We who are old enough all got to see it and although they weren’t Hollywood blockbusters they were short 45 minutes of pure perfection compared to anything else in the history of cinema. To this day IMAX is competing against that.
TV at home over that same time period has improved 1000 fold. Mainstream movie quality has made immense improvements but nothing coming close where IMAX was back then.
What it had going for it was also what was going against it. It was too good and too expensive to try and be anything other than a niche market. Movies that large and immersive need slow moving action, slow pans to keep the viewer focused on what they can handle without getting ill from the realism.
I think IMAX is still committed to doing something better than the rest both in their new theaters and retrofit theaters and now the home market, but they don’t get measured against what others are trying they are measured against their 50 year old film standard. They get called LieMax because it isn’t that.

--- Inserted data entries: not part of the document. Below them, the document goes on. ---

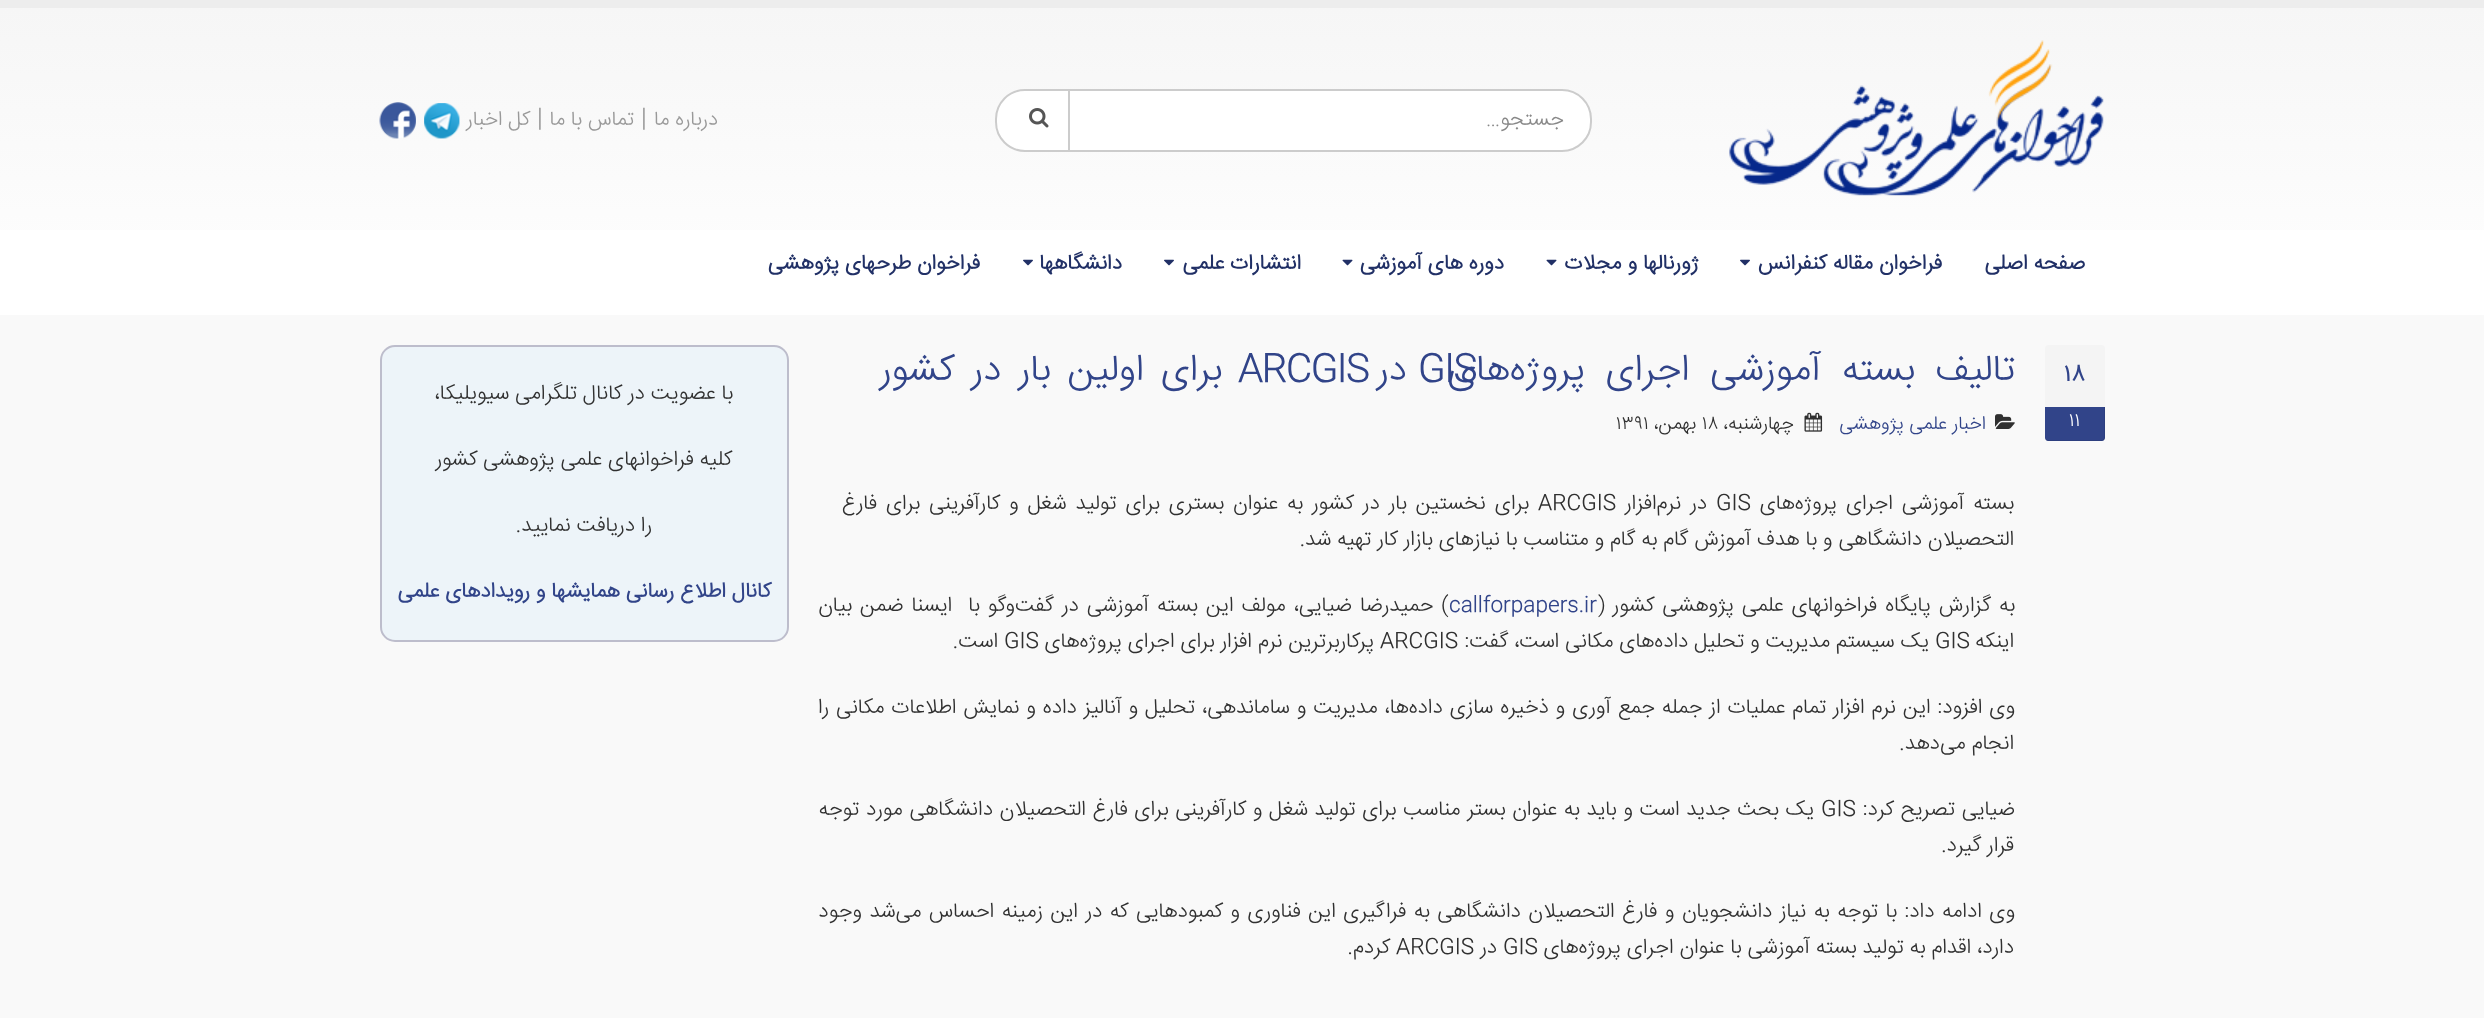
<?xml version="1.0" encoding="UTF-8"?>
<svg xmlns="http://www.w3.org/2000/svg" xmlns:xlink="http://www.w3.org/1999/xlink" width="2484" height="1018">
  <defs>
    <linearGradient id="g1" gradientUnits="userSpaceOnUse" x1="1242" y1="7.5" x2="1242" y2="315"><stop offset="0" stop-color="#f6f6f6" /><stop offset="1" stop-color="#ffffff" /></linearGradient>
  </defs>
  <rect width="100%" height="100%" fill="#ffffff" />
  <rect y="8" width="2484" height="222" fill="url(#g1)" />
  <rect width="2484" height="8" fill="#ededed" />
  <image x="1729" y="40" width="375" height="156" xlink:href="image1.png" />
  <rect x="996" y="90" width="595" height="61" rx="29" fill="#ffffff" stroke="#cccccc" stroke-width="2" />
  <rect x="1068" y="90" width="2" height="60" fill="#cccccc" />
  <image x="1029" y="108" width="20" height="20" xlink:href="image2.png" />
  <image x="424" y="103" width="36" height="36" xlink:href="image3.png" />
  <image x="379" y="102" width="37" height="37" xlink:href="image4.png" />
  <image x="1740" y="259" width="10" height="7" xlink:href="image5.png" />
  <image x="1546" y="259" width="11" height="7" xlink:href="image6.png" />
  <image x="1342" y="259" width="11" height="7" xlink:href="image6.png" />
  <image x="1164" y="259" width="10" height="7" xlink:href="image5.png" />
  <image x="1023" y="259" width="10" height="7" xlink:href="image5.png" />
  <rect y="315" width="2484" height="703" fill="#f9f9f9" />
  <path d="M 2048 345 h 54 c 1.5 0 3 1.5 3 3 v 59 h -60 v -59 c 0 -1.5 1.5 -3 3 -3 z" fill="#f4f4f4" />
  <path d="M 2045 407 h 60 v 31 c 0 1.5 -1.5 3 -3 3 h -54 c -1.5 0 -3 -1.5 -3 -3 z" fill="#314489" />
  <path d="M 2045 439 c 0 1 2 2 3 2 h 54 c 2 0 3 -1 3 -3 v -31 h -1 v 29 c 0 2 -1 4 -2 4 h -54 c -1 0 -2 -1 -3 -1 z" fill="#000000" fill-opacity="0.07" />
  <image x="1995" y="414" width="20" height="15" xlink:href="image7.png" />
  <image x="1804" y="412" width="19" height="20" xlink:href="image8.png" />
  <rect x="381" y="346" width="407" height="295" rx="14" fill="#edf4f9" stroke="#bdbdcc" stroke-width="2" />
  <text x="1564" y="125" style="font-family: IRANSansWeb; font-size: 21px; font-weight: 300; direction: rtl; fill: #888888">جستجو…</text>
  <text x="718" y="125" style="font-family: IRANSansWeb; font-size: 20.5px; font-weight: 300; direction: rtl; fill: #999999">درباره ما</text>
  <text x="641" y="125" style="font-family: IRANSansWeb; font-size: 24px; font-weight: 300; fill: #999999">|</text>
  <text x="634" y="125" style="font-family: IRANSansWeb; font-size: 20.5px; font-weight: 300; direction: rtl; fill: #999999">تماس با ما</text>
  <text x="537" y="125" style="font-family: IRANSansWeb; font-size: 24px; font-weight: 300; fill: #999999">|</text>
  <text x="530" y="125" style="font-family: IRANSansWeb; font-size: 20.5px; font-weight: 300; direction: rtl; fill: #999999">کل اخبار</text>
  <text x="2085" y="269" style="font-family: IRANSansWeb; font-size: 21px; font-weight: bold; direction: rtl; fill: #213066">صفحه اصلی</text>
  <text x="1942" y="269" style="font-family: IRANSansWeb; font-size: 21px; font-weight: bold; direction: rtl; fill: #213066">فراخوان مقاله کنفرانس</text>
  <text x="1699" y="269" style="font-family: IRANSansWeb; font-size: 21px; font-weight: bold; direction: rtl; fill: #213066">ژورنالها و مجلات</text>
  <text x="1504" y="269" style="font-family: IRANSansWeb; font-size: 21px; font-weight: bold; direction: rtl; fill: #213066">دوره های آموزشی</text>
  <text x="1301" y="269" style="font-family: IRANSansWeb; font-size: 21px; font-weight: bold; direction: rtl; fill: #213066">انتشارات علمی</text>
  <text x="1122" y="269" style="font-family: IRANSansWeb; font-size: 21px; font-weight: bold; direction: rtl; fill: #213066">دانشگاهها</text>
  <text x="980" y="269" style="font-family: IRANSansWeb; font-size: 21px; font-weight: bold; direction: rtl; fill: #213066">فراخوان طرحهای پژوهشی</text>
  <text x="2064" y="381" style="font-family: IRANSansWeb; font-size: 24px; font-weight: bold; fill: #314489">۱۸</text>
  <text x="2069" y="426" style="font-family: IRANSansWeb; font-size: 19px; font-weight: 300; fill: #ffffff">۱۱</text>
  <text x="2015" y="380" word-spacing="10" style="font-family: IRANSansWeb; font-size: 37.5px; font-weight: 300; letter-spacing: -1.5px; direction: rtl; fill: #314489">تالیف بسته آموزشی اجرای پروژه‌های</text>
  <text x="1418" y="380" style="font-family: IRANSansWeb; font-size: 37.5px; font-weight: 300; letter-spacing: -1.5px; fill: #314489">GIS</text>
  <text x="1407" y="380" style="font-family: IRANSansWeb; font-size: 37.5px; font-weight: 300; letter-spacing: -1.5px; direction: rtl; fill: #314489">در</text>
  <text x="1238" y="380" style="font-family: IRANSansWeb; font-size: 37.5px; font-weight: 300; letter-spacing: -1.5px; fill: #314489">ARCGIS</text>
  <text x="1222" y="380" word-spacing="6.5" style="font-family: IRANSansWeb; font-size: 37.5px; font-weight: 300; letter-spacing: -1.5px; direction: rtl; fill: #314489">برای اولین بار در کشور</text>
  <text x="1986" y="429" style="font-family: IRANSansWeb; font-size: 19px; font-weight: 300; direction: rtl; fill: #314489">اخبار علمی پژوهشی</text>
  <text x="1794" y="429" style="font-family: IRANSansWeb; font-size: 19px; font-weight: 300; direction: rtl; fill: #303030">چهارشنبه،</text>
  <text x="1702" y="429" style="font-family: IRANSansWeb; font-size: 19px; font-weight: 300; fill: #303030">۱۸</text>
  <text x="1696" y="429" style="font-family: IRANSansWeb; font-size: 19px; font-weight: 300; direction: rtl; fill: #303030">بهمن،</text>
  <text x="1616" y="429" style="font-family: IRANSansWeb; font-size: 19px; font-weight: 300; fill: #303030">۱۳۹۱</text>
  <text x="2014" y="509" word-spacing="3.1" style="font-family: IRANSansWeb; font-size: 21px; font-weight: 300; direction: rtl; fill: #303030">بسته آموزشی اجرای پروژه‌های</text>
  <text x="1716" y="509" style="font-family: IRANSansWeb; font-size: 21px; font-weight: 300; fill: #303030">GIS</text>
  <text x="1707" y="509" word-spacing="3.1" style="font-family: IRANSansWeb; font-size: 21px; font-weight: 300; direction: rtl; fill: #303030">در نرم‌افزار</text>
  <text x="1538" y="509" style="font-family: IRANSansWeb; font-size: 21px; font-weight: 300; fill: #303030">ARCGIS</text>
  <text x="1529" y="509" word-spacing="3.1" style="font-family: IRANSansWeb; font-size: 21px; font-weight: 300; direction: rtl; fill: #303030">برای نخستین بار در کشور به عنوان بستری برای تولید شغل و کارآفرینی برای فارغ</text>
  <text x="2014" y="545" style="font-family: IRANSansWeb; font-size: 21px; font-weight: 300; direction: rtl; fill: #303030">التحصیلان دانشگاهی و با هدف آموزش گام به گام و متناسب با نیازهای بازار کار تهیه شد.</text>
  <text x="2015" y="611" word-spacing="2.1" style="font-family: IRANSansWeb; font-size: 21px; font-weight: 300; direction: rtl; fill: #303030">به گزارش پایگاه فراخوانهای علمی پژوهشی کشور (</text>
  <text x="1449" y="611" style="font-family: IRANSansWeb; font-size: 21px; font-weight: 300; fill: #314489">callforpapers.ir</text>
  <text x="1449" y="611" word-spacing="2.1" style="font-family: IRANSansWeb; font-size: 21px; font-weight: 300; direction: rtl; fill: #303030" xml:space="preserve">) حمیدرضا ضیایی، مولف این بسته آموزشی در گفت‌وگو با  ایسنا ضمن بیان</text>
  <text x="2014" y="647" style="font-family: IRANSansWeb; font-size: 21px; font-weight: 300; direction: rtl; fill: #303030">اینکه</text>
  <text x="1935" y="647" style="font-family: IRANSansWeb; font-size: 21px; font-weight: 300; fill: #303030">GIS</text>
  <text x="1929" y="647" style="font-family: IRANSansWeb; font-size: 21px; font-weight: 300; direction: rtl; fill: #303030">یک سیستم مدیریت و تحلیل داده‌های مکانی است، گفت:</text>
  <text x="1380" y="647" style="font-family: IRANSansWeb; font-size: 21px; font-weight: 300; fill: #303030">ARCGIS</text>
  <text x="1374" y="647" style="font-family: IRANSansWeb; font-size: 21px; font-weight: 300; direction: rtl; fill: #303030">پرکاربرترین نرم افزار برای اجرای پروژه‌های</text>
  <text x="1004" y="647" style="font-family: IRANSansWeb; font-size: 21px; font-weight: 300; fill: #303030">GIS</text>
  <text x="998" y="647" style="font-family: IRANSansWeb; font-size: 21px; font-weight: 300; direction: rtl; fill: #303030">است.</text>
  <text x="2015" y="713" word-spacing="1" style="font-family: IRANSansWeb; font-size: 21px; font-weight: 300; direction: rtl; fill: #303030">وی افزود: این نرم افزار تمام عملیات از جمله جمع آوری و ذخیره سازی داده‌ها، مدیریت و ساماندهی، تحلیل و آنالیز داده و نمایش اطلاعات مکانی را</text>
  <text x="2014" y="749" style="font-family: IRANSansWeb; font-size: 21px; font-weight: 300; direction: rtl; fill: #303030">انجام می‌دهد.</text>
  <text x="2015" y="815" word-spacing="1" style="font-family: IRANSansWeb; font-size: 21px; font-weight: 300; direction: rtl; fill: #303030">ضیایی تصریح کرد:</text>
  <text x="1821" y="815" style="font-family: IRANSansWeb; font-size: 21px; font-weight: 300; fill: #303030">GIS</text>
  <text x="1814" y="815" word-spacing="0.75" style="font-family: IRANSansWeb; font-size: 21px; font-weight: 300; direction: rtl; fill: #303030">یک بحث جدید است و باید به عنوان بستر مناسب برای تولید شغل و کارآفرینی برای فارغ التحصیلان دانشگاهی مورد توجه</text>
  <text x="2014" y="851" style="font-family: IRANSansWeb; font-size: 21px; font-weight: 300; direction: rtl; fill: #303030">قرار گیرد.</text>
  <text x="2015" y="917" word-spacing="1.6" style="font-family: IRANSansWeb; font-size: 21px; font-weight: 300; direction: rtl; fill: #303030">وی ادامه داد: با توجه به نیاز دانشجویان و فارغ التحصیلان دانشگاهی به فراگیری این فناوری و کمبودهایی که در این زمینه احساس می‌شد وجود</text>
  <text x="2014" y="953" style="font-family: IRANSansWeb; font-size: 21px; font-weight: 300; direction: rtl; fill: #303030">دارد، اقدام به تولید بسته آموزشی با عنوان اجرای پروژه‌های</text>
  <text x="1503" y="953" style="font-family: IRANSansWeb; font-size: 21px; font-weight: 300; fill: #303030">GIS</text>
  <text x="1497" y="953" style="font-family: IRANSansWeb; font-size: 21px; font-weight: 300; direction: rtl; fill: #303030">در</text>
  <text x="1396" y="953" style="font-family: IRANSansWeb; font-size: 21px; font-weight: 300; fill: #303030">ARCGIS</text>
  <text x="1390" y="953" style="font-family: IRANSansWeb; font-size: 21px; font-weight: 300; direction: rtl; fill: #303030">کردم.</text>
  <text x="733" y="399" style="font-family: IRANSansWeb; font-size: 21px; font-weight: 300; direction: rtl; fill: #303030">با عضویت در کانال تلگرامی سیویلیکا،</text>
  <text x="732" y="465" style="font-family: IRANSansWeb; font-size: 21px; font-weight: 300; direction: rtl; fill: #303030">کلیه فراخوانهای علمی پژوهشی کشور</text>
  <text x="652" y="531" style="font-family: IRANSansWeb; font-size: 21px; font-weight: 300; direction: rtl; fill: #303030">را دریافت نمایید.</text>
  <text x="771" y="597" style="font-family: IRANSansWeb; font-size: 21px; font-weight: bold; direction: rtl; fill: #314489">کانال اطلاع رسانی همایشها و رویدادهای علمی</text>
</svg>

Like I said the other day it wasn’t that they didn’t want to go into the home market. They tried in the days of DVD. I have dozens of the 1.43:1 / 45 minute originals I used to play huge on an XGA projector. It wasn’t IMAX but given the rest of the tech then it was pretty impressive despite the poor resolution. We live now in a 16:9 world not 4:3 at home so you can’t blame IMAX for fitting their product into the canister provided.
The big difference now is IMAX 1.89 fills our vision as a scope movie would only with more material above and below to add in a bit of realism by filling our vision fuller. With this format they can shoot the fast action stuff and Hollywood seems to be buying into the format. The new digital cameras are not up to 70mm quality but they are gaining on it. The cost is competitive as they make the scope version at the same time they make the IMAX 1.89.
If they have an edge in the home market it will be 99.9% of people buying home media have fixed 16:9 AR TVs and don’t really care for black bars as long as there is more image not cropped image. As for the front projection minority they will have to figure out a way to deal with it if they have scope theaters. I think the simplest way is matching your projector AR to a screen with the same AR and then adopting a presentation that allows IMAX its proper immersion. Something TV folks can’t do unless they move their seats.